## Task to carry out
Repeat the entries below word for word, though any picture in them should be dropped.

## Material for this exercise
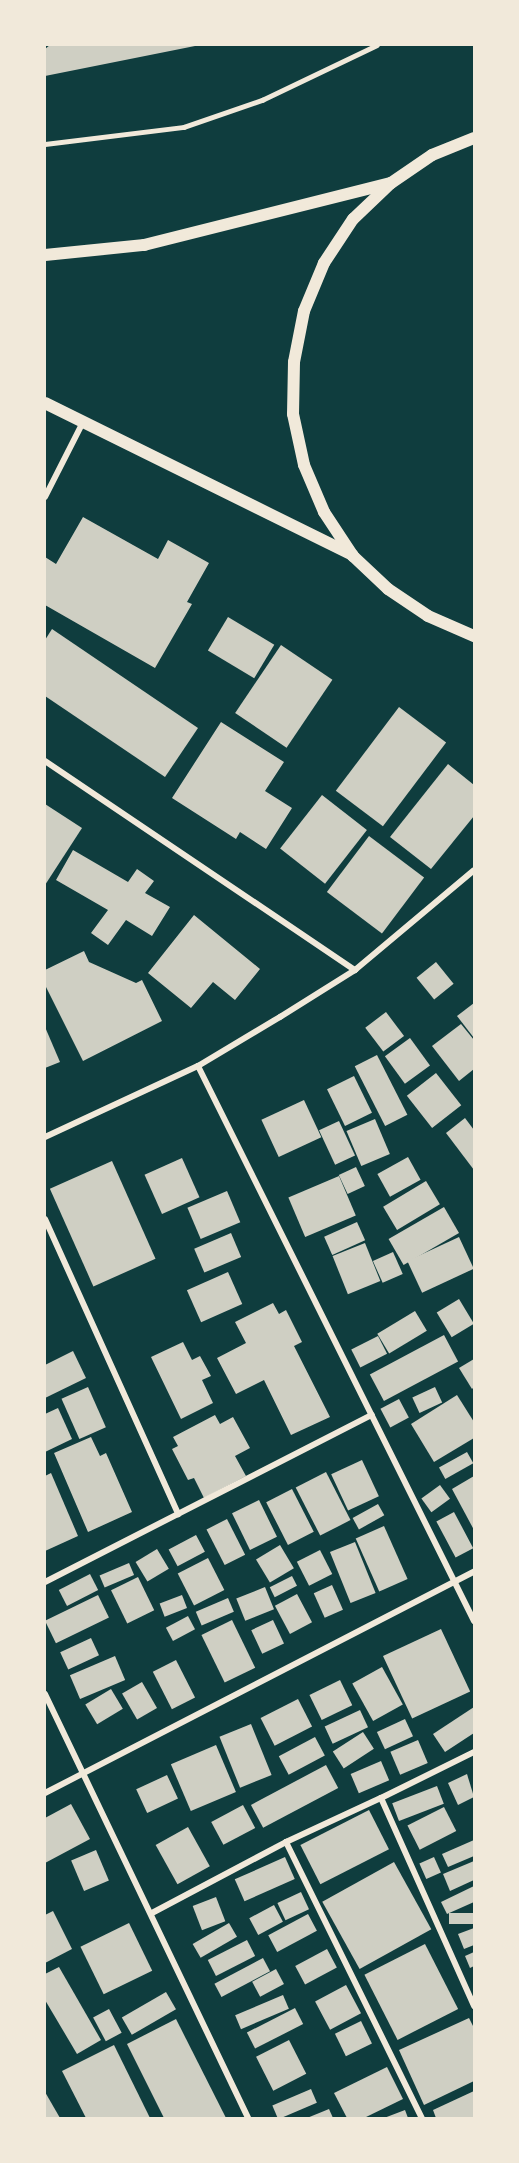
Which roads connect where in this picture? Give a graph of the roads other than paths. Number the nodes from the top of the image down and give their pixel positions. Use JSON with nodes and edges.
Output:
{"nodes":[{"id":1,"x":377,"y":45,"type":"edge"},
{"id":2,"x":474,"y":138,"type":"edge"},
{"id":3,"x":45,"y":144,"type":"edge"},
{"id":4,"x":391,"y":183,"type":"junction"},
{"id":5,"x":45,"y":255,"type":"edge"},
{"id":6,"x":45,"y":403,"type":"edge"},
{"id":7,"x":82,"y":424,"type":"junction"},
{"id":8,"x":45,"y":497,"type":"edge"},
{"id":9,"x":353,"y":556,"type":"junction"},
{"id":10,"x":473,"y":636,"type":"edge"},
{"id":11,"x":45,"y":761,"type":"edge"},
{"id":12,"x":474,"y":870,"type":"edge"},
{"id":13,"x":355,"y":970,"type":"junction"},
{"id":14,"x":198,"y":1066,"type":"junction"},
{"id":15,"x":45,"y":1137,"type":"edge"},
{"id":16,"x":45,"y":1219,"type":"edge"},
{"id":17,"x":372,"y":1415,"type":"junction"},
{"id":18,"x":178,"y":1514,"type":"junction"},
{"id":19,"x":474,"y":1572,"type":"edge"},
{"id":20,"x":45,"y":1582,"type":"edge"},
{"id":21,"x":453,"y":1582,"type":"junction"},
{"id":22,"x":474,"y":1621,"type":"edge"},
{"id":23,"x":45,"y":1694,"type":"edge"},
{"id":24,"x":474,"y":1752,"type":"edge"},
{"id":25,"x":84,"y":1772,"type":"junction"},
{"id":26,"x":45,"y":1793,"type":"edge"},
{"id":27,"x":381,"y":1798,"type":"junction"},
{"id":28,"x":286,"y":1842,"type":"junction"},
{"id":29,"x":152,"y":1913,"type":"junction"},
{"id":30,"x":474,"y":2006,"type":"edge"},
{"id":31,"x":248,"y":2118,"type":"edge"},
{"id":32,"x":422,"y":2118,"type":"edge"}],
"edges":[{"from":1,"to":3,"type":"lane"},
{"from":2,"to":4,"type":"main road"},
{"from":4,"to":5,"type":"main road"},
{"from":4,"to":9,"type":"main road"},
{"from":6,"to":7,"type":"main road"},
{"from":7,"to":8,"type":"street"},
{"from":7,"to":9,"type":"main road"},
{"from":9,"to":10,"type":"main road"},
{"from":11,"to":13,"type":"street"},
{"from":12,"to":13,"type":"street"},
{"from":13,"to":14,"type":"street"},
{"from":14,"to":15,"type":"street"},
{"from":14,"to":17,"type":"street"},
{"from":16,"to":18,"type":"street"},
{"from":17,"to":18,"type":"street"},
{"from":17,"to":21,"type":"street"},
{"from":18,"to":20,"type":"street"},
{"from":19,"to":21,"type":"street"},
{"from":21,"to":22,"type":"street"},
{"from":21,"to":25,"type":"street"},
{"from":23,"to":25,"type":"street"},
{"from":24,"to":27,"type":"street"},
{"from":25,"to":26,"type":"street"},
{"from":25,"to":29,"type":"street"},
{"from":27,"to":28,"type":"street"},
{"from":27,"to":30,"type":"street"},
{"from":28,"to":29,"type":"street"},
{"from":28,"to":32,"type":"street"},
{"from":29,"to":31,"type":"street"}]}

## Answer space
Which roads connect where in this picture? Give a graph of the roads other than paths. Number the nodes from the top of the image down and give their pixel positions. Use JSON with nodes and edges.
Output:
{"nodes":[{"id":1,"x":377,"y":45,"type":"edge"},
{"id":2,"x":474,"y":138,"type":"edge"},
{"id":3,"x":45,"y":144,"type":"edge"},
{"id":4,"x":391,"y":183,"type":"junction"},
{"id":5,"x":45,"y":255,"type":"edge"},
{"id":6,"x":45,"y":403,"type":"edge"},
{"id":7,"x":82,"y":424,"type":"junction"},
{"id":8,"x":45,"y":497,"type":"edge"},
{"id":9,"x":353,"y":556,"type":"junction"},
{"id":10,"x":473,"y":636,"type":"edge"},
{"id":11,"x":45,"y":761,"type":"edge"},
{"id":12,"x":474,"y":870,"type":"edge"},
{"id":13,"x":355,"y":970,"type":"junction"},
{"id":14,"x":198,"y":1066,"type":"junction"},
{"id":15,"x":45,"y":1137,"type":"edge"},
{"id":16,"x":45,"y":1219,"type":"edge"},
{"id":17,"x":372,"y":1415,"type":"junction"},
{"id":18,"x":178,"y":1514,"type":"junction"},
{"id":19,"x":474,"y":1572,"type":"edge"},
{"id":20,"x":45,"y":1582,"type":"edge"},
{"id":21,"x":453,"y":1582,"type":"junction"},
{"id":22,"x":474,"y":1621,"type":"edge"},
{"id":23,"x":45,"y":1694,"type":"edge"},
{"id":24,"x":474,"y":1752,"type":"edge"},
{"id":25,"x":84,"y":1772,"type":"junction"},
{"id":26,"x":45,"y":1793,"type":"edge"},
{"id":27,"x":381,"y":1798,"type":"junction"},
{"id":28,"x":286,"y":1842,"type":"junction"},
{"id":29,"x":152,"y":1913,"type":"junction"},
{"id":30,"x":474,"y":2006,"type":"edge"},
{"id":31,"x":248,"y":2118,"type":"edge"},
{"id":32,"x":422,"y":2118,"type":"edge"}],
"edges":[{"from":1,"to":3,"type":"lane"},
{"from":2,"to":4,"type":"main road"},
{"from":4,"to":5,"type":"main road"},
{"from":4,"to":9,"type":"main road"},
{"from":6,"to":7,"type":"main road"},
{"from":7,"to":8,"type":"street"},
{"from":7,"to":9,"type":"main road"},
{"from":9,"to":10,"type":"main road"},
{"from":11,"to":13,"type":"street"},
{"from":12,"to":13,"type":"street"},
{"from":13,"to":14,"type":"street"},
{"from":14,"to":15,"type":"street"},
{"from":14,"to":17,"type":"street"},
{"from":16,"to":18,"type":"street"},
{"from":17,"to":18,"type":"street"},
{"from":17,"to":21,"type":"street"},
{"from":18,"to":20,"type":"street"},
{"from":19,"to":21,"type":"street"},
{"from":21,"to":22,"type":"street"},
{"from":21,"to":25,"type":"street"},
{"from":23,"to":25,"type":"street"},
{"from":24,"to":27,"type":"street"},
{"from":25,"to":26,"type":"street"},
{"from":25,"to":29,"type":"street"},
{"from":27,"to":28,"type":"street"},
{"from":27,"to":30,"type":"street"},
{"from":28,"to":29,"type":"street"},
{"from":28,"to":32,"type":"street"},
{"from":29,"to":31,"type":"street"}]}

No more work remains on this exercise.